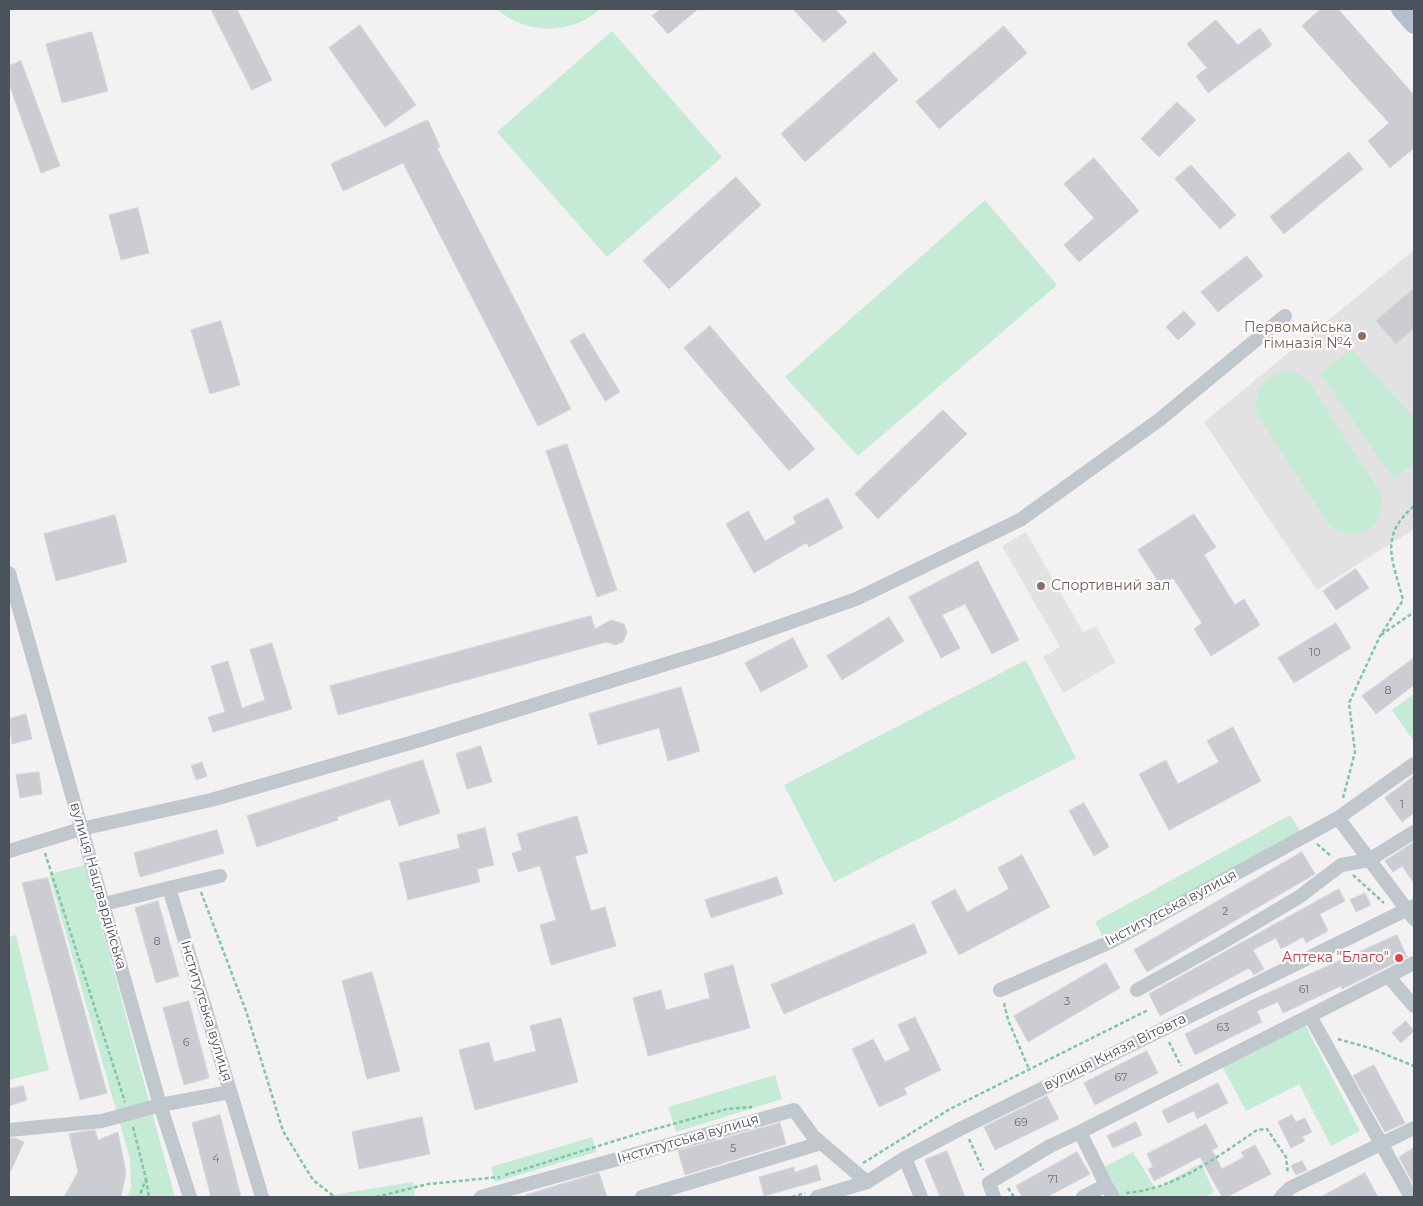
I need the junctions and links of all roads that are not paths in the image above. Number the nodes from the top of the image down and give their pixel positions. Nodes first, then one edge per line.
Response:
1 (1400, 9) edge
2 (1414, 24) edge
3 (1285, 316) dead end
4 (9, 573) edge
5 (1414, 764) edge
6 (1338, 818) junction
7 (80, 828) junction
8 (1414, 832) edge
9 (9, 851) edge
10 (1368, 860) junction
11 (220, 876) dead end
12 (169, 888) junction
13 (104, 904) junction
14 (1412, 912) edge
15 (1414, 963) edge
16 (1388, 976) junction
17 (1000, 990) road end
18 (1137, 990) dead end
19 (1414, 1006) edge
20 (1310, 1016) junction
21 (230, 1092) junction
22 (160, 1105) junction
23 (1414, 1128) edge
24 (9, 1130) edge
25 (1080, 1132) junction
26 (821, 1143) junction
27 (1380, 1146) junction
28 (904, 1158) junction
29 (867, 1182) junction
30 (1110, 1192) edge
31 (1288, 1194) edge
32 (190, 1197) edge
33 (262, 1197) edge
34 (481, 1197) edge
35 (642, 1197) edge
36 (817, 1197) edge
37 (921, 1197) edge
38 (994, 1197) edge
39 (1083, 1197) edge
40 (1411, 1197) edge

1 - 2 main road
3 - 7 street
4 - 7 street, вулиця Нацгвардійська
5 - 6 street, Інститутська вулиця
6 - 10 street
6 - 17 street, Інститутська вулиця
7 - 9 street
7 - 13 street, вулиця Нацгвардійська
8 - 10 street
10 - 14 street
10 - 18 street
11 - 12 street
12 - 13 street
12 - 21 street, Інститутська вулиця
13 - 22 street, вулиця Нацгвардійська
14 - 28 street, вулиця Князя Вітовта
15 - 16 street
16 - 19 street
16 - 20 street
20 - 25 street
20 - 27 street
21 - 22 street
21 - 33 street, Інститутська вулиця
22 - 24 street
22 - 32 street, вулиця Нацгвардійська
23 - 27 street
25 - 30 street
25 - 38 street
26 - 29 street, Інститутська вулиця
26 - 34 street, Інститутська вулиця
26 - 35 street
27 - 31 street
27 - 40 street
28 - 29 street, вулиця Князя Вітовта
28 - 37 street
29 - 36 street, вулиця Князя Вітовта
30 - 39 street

Task prompt -
All entries should be given again exactly, except that pictures are to be excluded.

Solution to this task -
I need the junctions and links of all roads that are not paths in the image above. Number the nodes from the top of the image down and give their pixel positions. Nodes first, then one edge per line.
Response:
1 (1400, 9) edge
2 (1414, 24) edge
3 (1285, 316) dead end
4 (9, 573) edge
5 (1414, 764) edge
6 (1338, 818) junction
7 (80, 828) junction
8 (1414, 832) edge
9 (9, 851) edge
10 (1368, 860) junction
11 (220, 876) dead end
12 (169, 888) junction
13 (104, 904) junction
14 (1412, 912) edge
15 (1414, 963) edge
16 (1388, 976) junction
17 (1000, 990) road end
18 (1137, 990) dead end
19 (1414, 1006) edge
20 (1310, 1016) junction
21 (230, 1092) junction
22 (160, 1105) junction
23 (1414, 1128) edge
24 (9, 1130) edge
25 (1080, 1132) junction
26 (821, 1143) junction
27 (1380, 1146) junction
28 (904, 1158) junction
29 (867, 1182) junction
30 (1110, 1192) edge
31 (1288, 1194) edge
32 (190, 1197) edge
33 (262, 1197) edge
34 (481, 1197) edge
35 (642, 1197) edge
36 (817, 1197) edge
37 (921, 1197) edge
38 (994, 1197) edge
39 (1083, 1197) edge
40 (1411, 1197) edge

1 - 2 main road
3 - 7 street
4 - 7 street, вулиця Нацгвардійська
5 - 6 street, Інститутська вулиця
6 - 10 street
6 - 17 street, Інститутська вулиця
7 - 9 street
7 - 13 street, вулиця Нацгвардійська
8 - 10 street
10 - 14 street
10 - 18 street
11 - 12 street
12 - 13 street
12 - 21 street, Інститутська вулиця
13 - 22 street, вулиця Нацгвардійська
14 - 28 street, вулиця Князя Вітовта
15 - 16 street
16 - 19 street
16 - 20 street
20 - 25 street
20 - 27 street
21 - 22 street
21 - 33 street, Інститутська вулиця
22 - 24 street
22 - 32 street, вулиця Нацгвардійська
23 - 27 street
25 - 30 street
25 - 38 street
26 - 29 street, Інститутська вулиця
26 - 34 street, Інститутська вулиця
26 - 35 street
27 - 31 street
27 - 40 street
28 - 29 street, вулиця Князя Вітовта
28 - 37 street
29 - 36 street, вулиця Князя Вітовта
30 - 39 street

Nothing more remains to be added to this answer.